* [What you have to do]:
A single number is the whole answer: the count of lines in these entries that hold "ALTAIR".

#### Input material ####

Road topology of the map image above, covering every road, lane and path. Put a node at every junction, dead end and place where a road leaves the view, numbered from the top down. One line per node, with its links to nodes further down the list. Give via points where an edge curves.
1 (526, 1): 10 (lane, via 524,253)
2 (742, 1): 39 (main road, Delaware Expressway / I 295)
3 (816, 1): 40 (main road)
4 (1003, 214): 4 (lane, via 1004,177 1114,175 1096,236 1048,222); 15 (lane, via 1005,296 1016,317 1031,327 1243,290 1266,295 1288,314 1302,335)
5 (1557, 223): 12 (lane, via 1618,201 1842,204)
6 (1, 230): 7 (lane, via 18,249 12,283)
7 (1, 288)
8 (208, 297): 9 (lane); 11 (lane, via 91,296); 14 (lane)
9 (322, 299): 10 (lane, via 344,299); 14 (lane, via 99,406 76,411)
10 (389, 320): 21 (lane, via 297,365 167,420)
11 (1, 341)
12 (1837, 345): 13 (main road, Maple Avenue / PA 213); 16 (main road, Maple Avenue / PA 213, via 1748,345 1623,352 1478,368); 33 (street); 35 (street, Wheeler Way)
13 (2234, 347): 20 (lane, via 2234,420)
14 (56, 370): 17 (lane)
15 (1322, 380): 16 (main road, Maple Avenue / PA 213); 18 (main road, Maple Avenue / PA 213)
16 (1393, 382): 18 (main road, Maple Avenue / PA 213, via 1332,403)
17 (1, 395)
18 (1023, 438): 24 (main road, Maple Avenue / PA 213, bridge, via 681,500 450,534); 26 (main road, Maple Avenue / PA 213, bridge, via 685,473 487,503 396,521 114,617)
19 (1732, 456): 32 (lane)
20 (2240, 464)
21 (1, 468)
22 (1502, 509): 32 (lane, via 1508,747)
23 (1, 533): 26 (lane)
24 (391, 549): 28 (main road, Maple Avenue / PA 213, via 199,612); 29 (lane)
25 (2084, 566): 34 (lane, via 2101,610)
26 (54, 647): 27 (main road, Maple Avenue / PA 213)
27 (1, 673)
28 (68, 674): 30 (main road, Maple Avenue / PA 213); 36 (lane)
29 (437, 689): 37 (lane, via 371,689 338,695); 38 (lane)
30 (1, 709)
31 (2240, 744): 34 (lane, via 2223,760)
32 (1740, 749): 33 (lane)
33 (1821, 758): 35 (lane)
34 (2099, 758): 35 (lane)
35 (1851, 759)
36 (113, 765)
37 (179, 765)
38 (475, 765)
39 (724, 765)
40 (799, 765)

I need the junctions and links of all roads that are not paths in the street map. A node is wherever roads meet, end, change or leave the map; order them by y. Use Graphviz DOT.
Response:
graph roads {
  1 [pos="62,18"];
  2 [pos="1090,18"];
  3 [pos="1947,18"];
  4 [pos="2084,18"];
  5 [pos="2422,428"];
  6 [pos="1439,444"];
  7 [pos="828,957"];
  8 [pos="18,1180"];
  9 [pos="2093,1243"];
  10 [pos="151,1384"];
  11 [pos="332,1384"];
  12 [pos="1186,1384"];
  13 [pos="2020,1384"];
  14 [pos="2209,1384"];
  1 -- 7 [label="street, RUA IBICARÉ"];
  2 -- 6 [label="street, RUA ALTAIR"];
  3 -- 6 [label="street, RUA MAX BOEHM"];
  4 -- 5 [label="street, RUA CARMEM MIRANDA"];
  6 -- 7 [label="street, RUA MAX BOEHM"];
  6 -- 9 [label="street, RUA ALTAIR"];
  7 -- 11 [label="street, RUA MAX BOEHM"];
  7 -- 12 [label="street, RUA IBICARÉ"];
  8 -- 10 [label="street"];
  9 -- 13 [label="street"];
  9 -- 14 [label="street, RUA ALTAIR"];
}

####

* [Exercise answer]:
3